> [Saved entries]
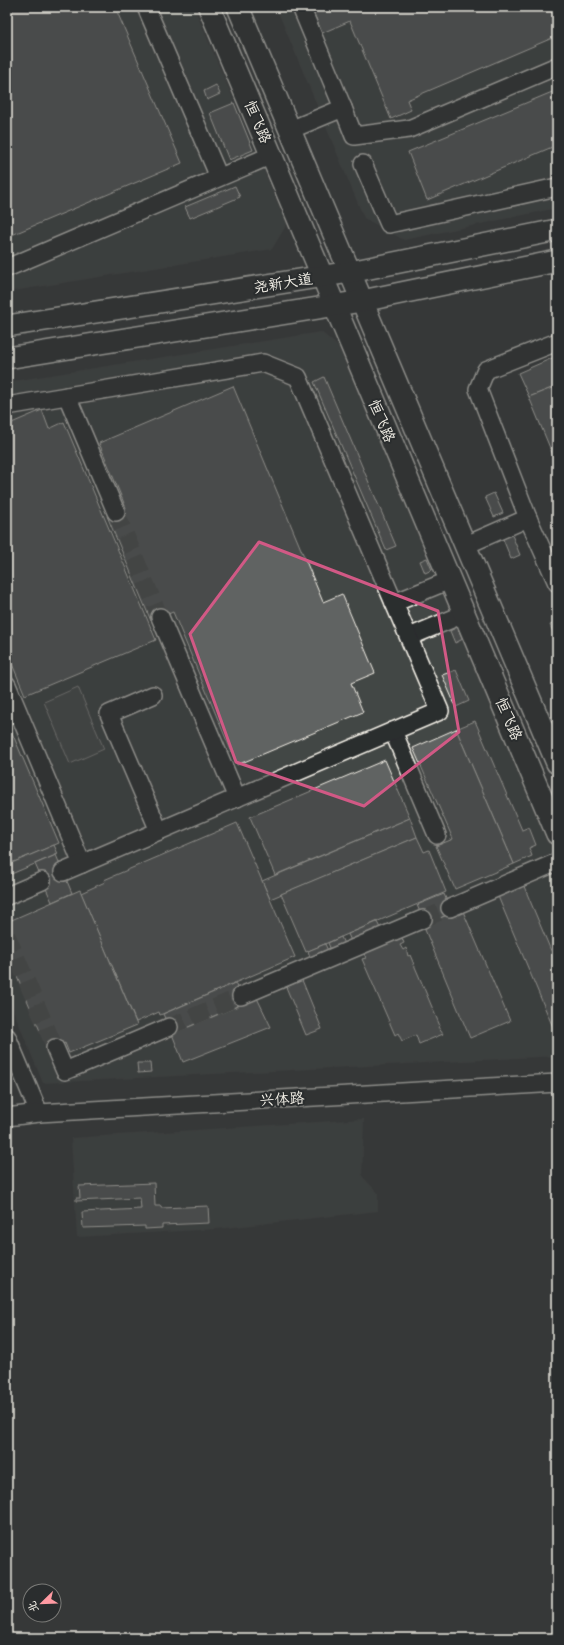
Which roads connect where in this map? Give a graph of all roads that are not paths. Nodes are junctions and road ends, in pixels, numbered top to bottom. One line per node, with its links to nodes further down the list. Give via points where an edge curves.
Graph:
1 (146, 7): 10 (street)
2 (209, 7): 8 (main road, 恒飞路)
3 (238, 7): 7 (main road, 恒飞路)
4 (301, 7): 6 (street)
5 (557, 66): 6 (street, via 409,129 354,136)
6 (343, 108): 7 (street)
7 (290, 130): 15 (main road, 恒飞路)
8 (272, 155): 10 (street); 16 (main road, 恒飞路)
9 (363, 164): 11 (street, via 389,224)
10 (219, 177): 14 (street)
11 (557, 187)
12 (557, 230): 15 (main road, 尧新大道)
13 (557, 262): 17 (main road, 尧新大道)
14 (7, 268)
15 (350, 272): 16 (main road, 尧新大道); 17 (main road, 恒飞路)
16 (322, 276): 18 (main road, 恒飞路); 19 (main road, 尧新大道)
17 (362, 301): 18 (main road, 尧新大道); 26 (main road, 恒飞路)
18 (334, 305): 21 (main road, 尧新大道); 27 (main road, 恒飞路)
19 (7, 326)
20 (557, 342): 25 (street, via 486,370 478,390)
21 (7, 358)
22 (67, 396): 23 (street); 24 (street); 29 (street, via 263,363 298,377)
23 (7, 406)
24 (116, 512)
25 (528, 518): 26 (street); 28 (street)
26 (464, 546): 36 (main road, 恒飞路)
27 (450, 580): 29 (street); 30 (main road, 恒飞路)
28 (557, 583)
29 (394, 603): 32 (street)
30 (464, 614): 32 (street); 39 (main road, 恒飞路)
31 (160, 617): 37 (street)
32 (409, 637): 35 (street, via 440,711)
33 (7, 685): 42 (street)
34 (153, 695): 38 (street, via 109,714)
35 (393, 731): 37 (street); 40 (street)
36 (557, 763)
37 (237, 798): 38 (street)
38 (159, 831): 42 (street)
39 (557, 834)
40 (436, 835)
41 (557, 862): 46 (street)
42 (82, 864): 43 (street)
43 (63, 872)
44 (42, 881): 45 (street)
45 (7, 896)
46 (450, 908)
47 (423, 919): 48 (street)
48 (241, 996)
49 (169, 1027): 51 (street, via 65,1071)
50 (7, 1037): 53 (street)
51 (55, 1048)
52 (557, 1083): 53 (street, 兴体路)
53 (39, 1113): 54 (street, 兴体路)
54 (8, 1115)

> [Task description] Copy out each line of the entries above that holds "尧新大道".

> [Your response]
12 (557, 230): 15 (main road, 尧新大道)
13 (557, 262): 17 (main road, 尧新大道)
15 (350, 272): 16 (main road, 尧新大道); 17 (main road, 恒飞路)
16 (322, 276): 18 (main road, 恒飞路); 19 (main road, 尧新大道)
17 (362, 301): 18 (main road, 尧新大道); 26 (main road, 恒飞路)
18 (334, 305): 21 (main road, 尧新大道); 27 (main road, 恒飞路)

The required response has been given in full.